# [STUDY MATERIAL]
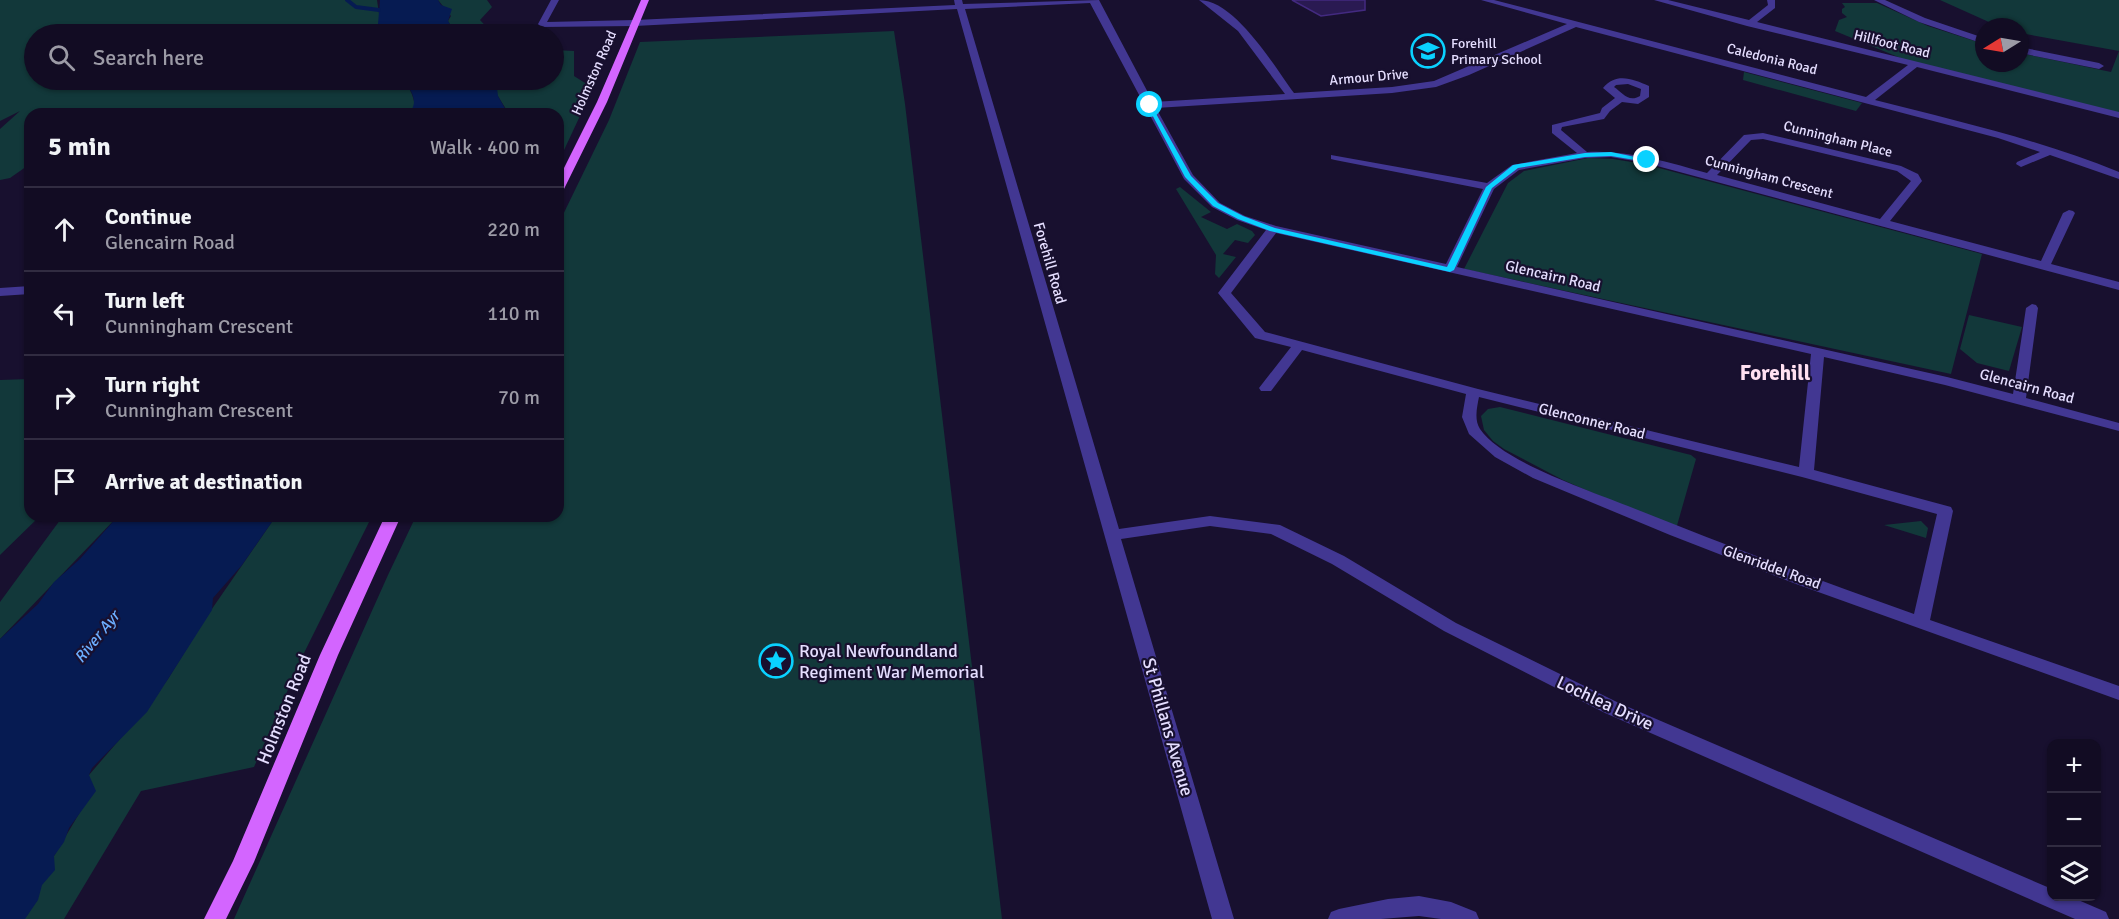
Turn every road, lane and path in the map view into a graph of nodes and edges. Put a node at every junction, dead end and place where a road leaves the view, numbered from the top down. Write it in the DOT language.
graph roads {
  1 [pos="555,0"];
  2 [pos="645,0"];
  3 [pos="1094,0"];
  4 [pos="1203,0"];
  5 [pos="1485,0"];
  6 [pos="1658,0"];
  7 [pos="1771,0"];
  8 [pos="1878,0"];
  9 [pos="958,3"];
  10 [pos="635,23"];
  11 [pos="1577,23"];
  12 [pos="542,24"];
  13 [pos="1750,24"];
  14 [pos="564,25"];
  15 [pos="1975,38"];
  16 [pos="2029,52"];
  17 [pos="1915,64"];
  18 [pos="2099,66"];
  19 [pos="1291,96"];
  20 [pos="1620,99"];
  21 [pos="1870,99"];
  22 [pos="1150,105"];
  23 [pos="2119,114"];
  24 [pos="2050,151"];
  25 [pos="1585,155"];
  26 [pos="1335,157"];
  27 [pos="2021,164"];
  28 [pos="2119,176"];
  29 [pos="1709,177"];
  30 [pos="564,179"];
  31 [pos="1489,187"];
  32 [pos="2069,213"];
  33 [pos="1882,224"];
  34 [pos="1273,229"];
  35 [pos="2045,265"];
  36 [pos="1450,270"];
  37 [pos="2119,286"];
  38 [pos="24,290"];
  39 [pos="0,292"];
  40 [pos="2032,308"];
  41 [pos="1299,346"];
  42 [pos="1818,353"];
  43 [pos="1266,388"];
  44 [pos="1474,392"];
  45 [pos="2019,401"];
  46 [pos="2119,427"];
  47 [pos="1806,473"];
  48 [pos="390,522"];
  49 [pos="1112,535"];
  50 [pos="1921,623"];
  51 [pos="2119,693"];
  52 [pos="215,919"];
  53 [pos="1223,919"];
  54 [pos="1339,919"];
  55 [pos="1468,919"];
  56 [pos="2097,919"];
  1 -- 12 [label="street"];
  2 -- 10 [label="main road, Holmston Road"];
  3 -- 9 [label="street"];
  3 -- 22 [label="street, Glencairn Road"];
  4 -- 19 [label="street"];
  5 -- 11 [label="street, Caledonia Road"];
  6 -- 13 [label="street, Hillfoot Road"];
  7 -- 13 [label="street"];
  8 -- 15 [label="street"];
  9 -- 10 [label="street"];
  9 -- 49 [label="street, Forehill Road"];
  10 -- 14 [label="street"];
  10 -- 30 [label="main road, Holmston Road"];
  11 -- 19 [label="street, Armour Drive"];
  11 -- 21 [label="street, Caledonia Road"];
  13 -- 17 [label="street, Hillfoot Road"];
  16 -- 18 [label="street"];
  17 -- 21 [label="street"];
  17 -- 23 [label="street, Hillfoot Road"];
  19 -- 22 [label="street, Armour Drive"];
  20 -- 25 [label="street"];
  21 -- 24 [label="street, Caledonia Road"];
  22 -- 34 [label="street, Glencairn Road"];
  24 -- 27 [label="street"];
  24 -- 28 [label="street, Caledonia Road"];
  25 -- 29 [label="street, Cunningham Crescent"];
  25 -- 31 [label="street, Cunningham Crescent"];
  26 -- 31 [label="street"];
  29 -- 33 [label="street, Cunningham Crescent"];
  29 -- 33 [label="street, Cunningham Place"];
  31 -- 36 [label="street, Cunningham Crescent"];
  32 -- 35 [label="street"];
  33 -- 35 [label="street, Cunningham Crescent"];
  34 -- 36 [label="street, Glencairn Road"];
  34 -- 41 [label="street, Glenconner Road"];
  35 -- 37 [label="street, Cunningham Crescent"];
  36 -- 42 [label="street, Glencairn Road"];
  38 -- 39 [label="street"];
  40 -- 45 [label="street"];
  41 -- 43 [label="street"];
  41 -- 44 [label="street, Glenconner Road"];
  42 -- 45 [label="street, Glencairn Road"];
  42 -- 47 [label="street"];
  44 -- 47 [label="street, Glenconner Road"];
  44 -- 50 [label="street, Glenriddel Road"];
  45 -- 46 [label="street, Glencairn Road"];
  47 -- 50 [label="street, Glenconner Road"];
  48 -- 52 [label="main road, Holmston Road"];
  49 -- 53 [label="street, St Phillans Avenue"];
  49 -- 56 [label="street, Lochlea Drive"];
  50 -- 51 [label="street, Glenriddel Road"];
  54 -- 55 [label="street"];
}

# [EXERCISE BRIEF]
In the entries above, find every line with the word "Crescent" and list it.

# [REPLY]
  25 -- 29 [label="street, Cunningham Crescent"];
  25 -- 31 [label="street, Cunningham Crescent"];
  29 -- 33 [label="street, Cunningham Crescent"];
  31 -- 36 [label="street, Cunningham Crescent"];
  33 -- 35 [label="street, Cunningham Crescent"];
  35 -- 37 [label="street, Cunningham Crescent"];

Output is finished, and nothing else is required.